El primer paso siempre es una inspección que distinga lo estético de lo estructural. A partir de ahí se elige entre limpieza y reparación de juntas, revestimiento continuo, SATE (aislamiento por el exterior) o fachada ventilada, y se ordena la obra con la comunidad y el administrador. Pide presupuesto por partidas y con medios de acceso definidos.
Te decimos qué es estético y qué no, con una inspección previa antes de que la junta apruebe nada.
| Tipología de edificio | Patología típica | Sistema que suele encajar |
|---|---|---|
| Ensanche y manzana cerrada (Valencia ciudad) | Morteros y revocos agrietados, cornisas dañadas, hierros vistos en balcones | Reparación + revestimiento continuo; respeto a la imagen de la calle |
| Bloque de ladrillo cara vista (años 60-80) | Juntas degradadas, eflorescencias, filtraciones, sin aislamiento | Rejuntado e hidrofugado, o SATE si se busca eficiencia |
| Edificio de la huerta y pueblos del Camp de Túria | Humedad por capilaridad, fisuras, carpinterías obsoletas | Saneado del zócalo + revestimiento; aislamiento si hay obra mayor |
| Segunda residencia y costa (proximidad al mar) | Corrosión de barandillas, sal, desconchados, juntas abiertas | Materiales resistentes a ambiente marino; mantenimiento periódico |
Qué problemas de fachada son típicos en el área de Valencia
Antes de hablar de sistemas conviene reconocer lo que se ve desde la calle. La mayoría de comunidades llaman a una empresa cuando aparece uno de estos cuatro avisos, y casi siempre llevan tiempo gestándose por dentro.
Grietas y fisuras
No todas pesan lo mismo. Una fisura fina en el revoco suele ser un problema de revestimiento; una grieta que cruza dinteles, sigue una línea diagonal en esquina o se repite planta tras planta puede indicar movimiento estructural. La diferencia no se decide a ojo desde el portal: se decide subiendo, midiendo la apertura y observando si está viva. Confundir una con otra es el error más caro de todo el proceso.

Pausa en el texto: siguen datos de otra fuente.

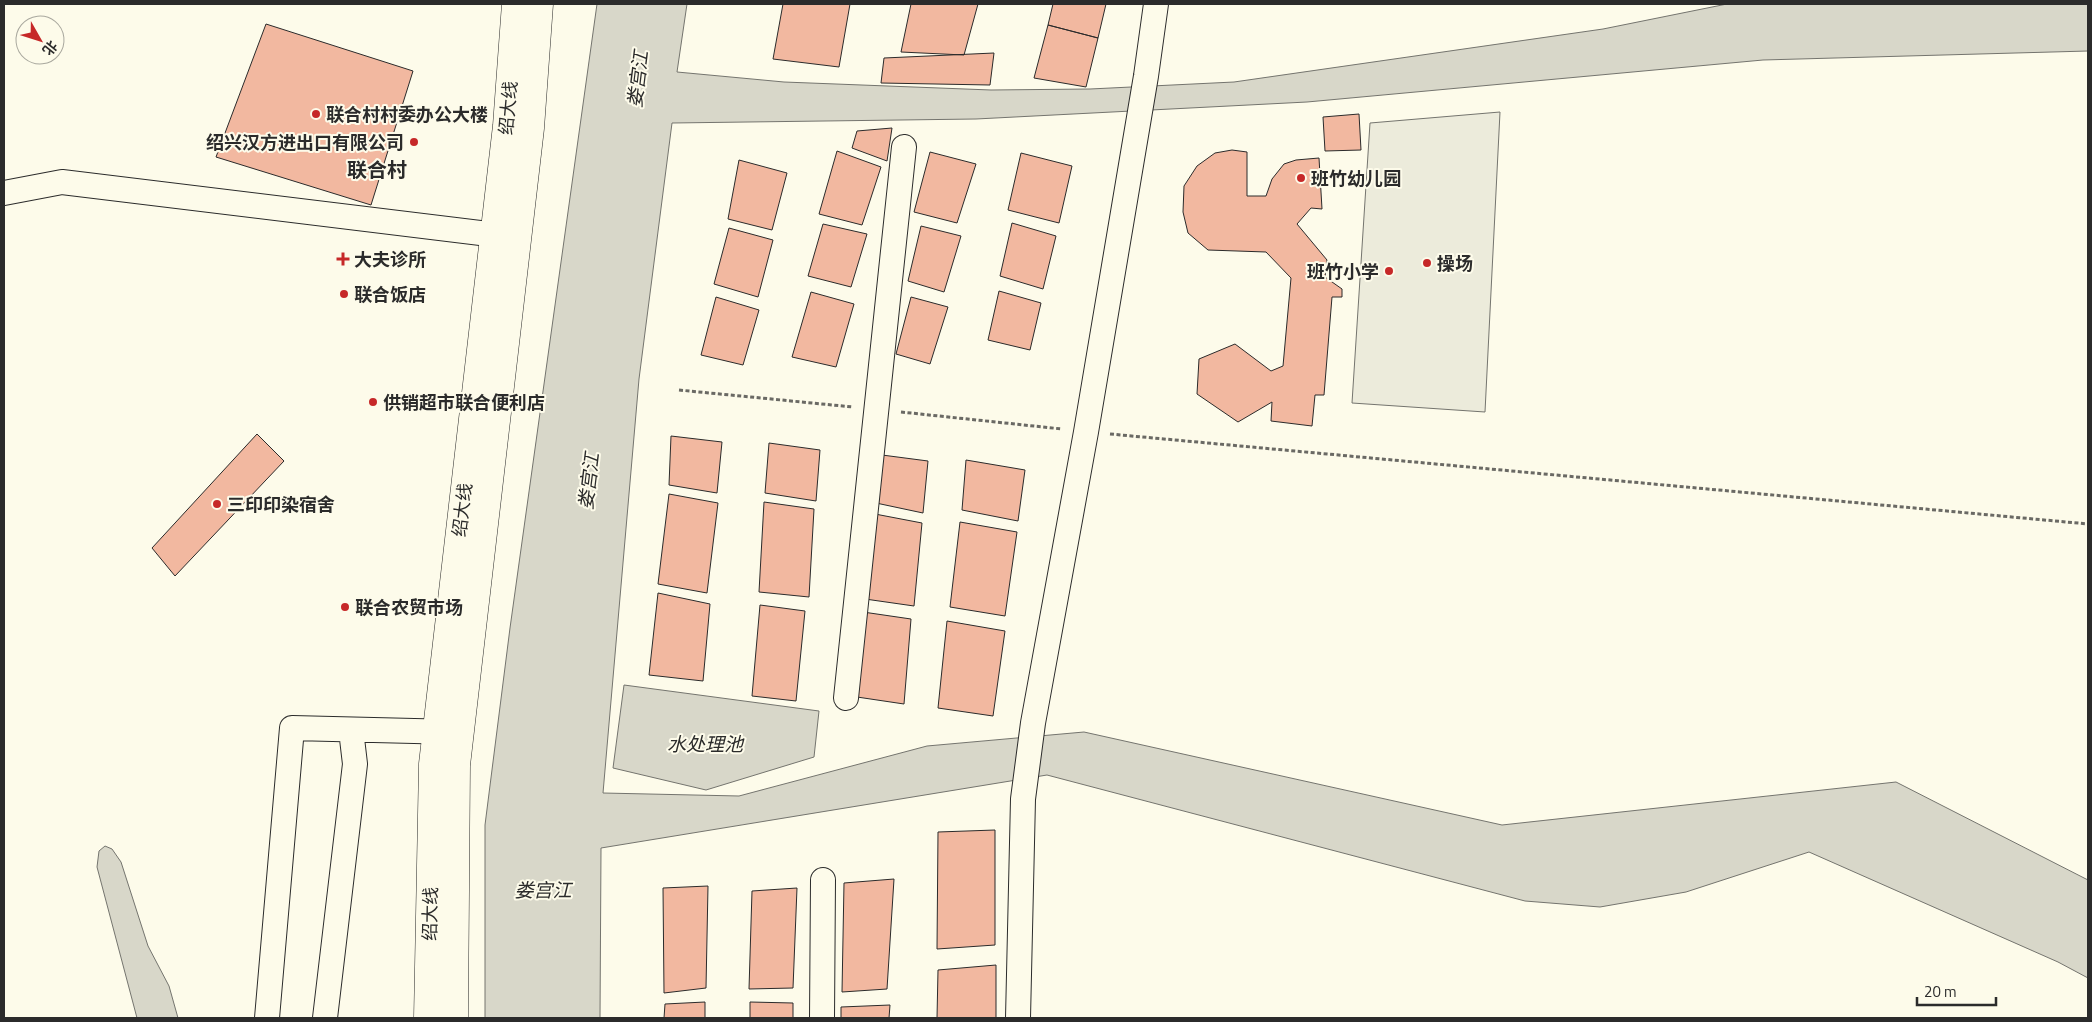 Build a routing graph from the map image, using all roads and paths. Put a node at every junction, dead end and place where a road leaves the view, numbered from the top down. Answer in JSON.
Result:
{"nodes":[{"id":1,"x":516,"y":4,"type":"edge"},
{"id":2,"x":539,"y":4,"type":"edge"},
{"id":3,"x":1156,"y":4,"type":"edge"},
{"id":4,"x":904,"y":147,"type":"dead end"},
{"id":5,"x":4,"y":193,"type":"edge"},
{"id":6,"x":505,"y":236,"type":"junction"},
{"id":7,"x":679,"y":390,"type":"dead end"},
{"id":8,"x":876,"y":409,"type":"junction"},
{"id":9,"x":1086,"y":432,"type":"junction"},
{"id":10,"x":2088,"y":524,"type":"edge"},
{"id":11,"x":846,"y":698,"type":"dead end"},
{"id":12,"x":351,"y":730,"type":"junction"},
{"id":13,"x":448,"y":732,"type":"junction"},
{"id":14,"x":823,"y":880,"type":"dead end"},
{"id":15,"x":267,"y":1018,"type":"edge"},
{"id":16,"x":326,"y":1018,"type":"edge"},
{"id":17,"x":428,"y":1018,"type":"edge"},
{"id":18,"x":454,"y":1018,"type":"edge"},
{"id":19,"x":822,"y":1018,"type":"edge"},
{"id":20,"x":1018,"y":1018,"type":"edge"}],
"edges":[{"from":1,"to":6,"type":"main road","name":"绍大线"},
{"from":2,"to":6,"type":"main road","name":"绍大线"},
{"from":3,"to":9,"type":"street"},
{"from":4,"to":8,"type":"street"},
{"from":5,"to":6,"type":"street"},
{"from":6,"to":13,"type":"main road","name":"绍大线"},
{"from":7,"to":8,"type":"path"},
{"from":8,"to":9,"type":"path"},
{"from":8,"to":11,"type":"street"},
{"from":9,"to":10,"type":"path"},
{"from":9,"to":20,"type":"street"},
{"from":12,"to":13,"type":"street"},
{"from":12,"to":15,"type":"street"},
{"from":12,"to":16,"type":"street"},
{"from":13,"to":17,"type":"main road","name":"绍大线"},
{"from":13,"to":18,"type":"main road","name":"绍大线"},
{"from":14,"to":19,"type":"street"}]}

Desprendimientos y abombamientos
Cuando un trozo de revestimiento se cae a la acera, deja de ser un tema de imagen y pasa a ser de seguridad. Los abombamientos del revoco (zonas que suenan a hueco al golpear) son la antesala: la capa ha perdido adherencia al soporte y tarde o temprano se desprende. En fachadas de ladrillo cara vista el equivalente es la pérdida de mortero de junta, que deja los ladrillos sueltos en los bordes.
Humedades y manchas
Las manchas de humedad en fachada tienen origen distinto según dónde aparezcan. Una franja oscura en la parte baja apunta a capilaridad (agua que sube desde el terreno); cercos alrededor de ventanas y balcones apuntan a filtración por carpinterías o vierteaguas mal resueltos; las eflorescencias blanquecinas son sales que arrastra el agua. Distinguir el tipo de humedad es lo que evita repintar una y otra vez sin resolver nada. Lo desarrollamos en la guía sobre tipos de humedades por capilaridad, filtración y condensación.
Hierros oxidados y barandillas
En balcones y voladizos antiguos es frecuente que el acero del interior del hormigón se oxide, aumente de volumen y reviente el recubrimiento desde dentro (aluminosis aparte, que es otra patología). Las barandillas metálicas sin mantenimiento pican y manchan la fachada con regueros de óxido. Ambas cosas son habituales en edificios con varias décadas y en construcciones expuestas al ambiente marino.
Tipologías de edificio y qué le pasa a cada una
El área de Valencia no es un parque de edificios homogéneo. Trabajar por tipología permite anticipar la patología antes de subir al andamio y dimensionar bien el presupuesto. Estas son las familias que más se repiten.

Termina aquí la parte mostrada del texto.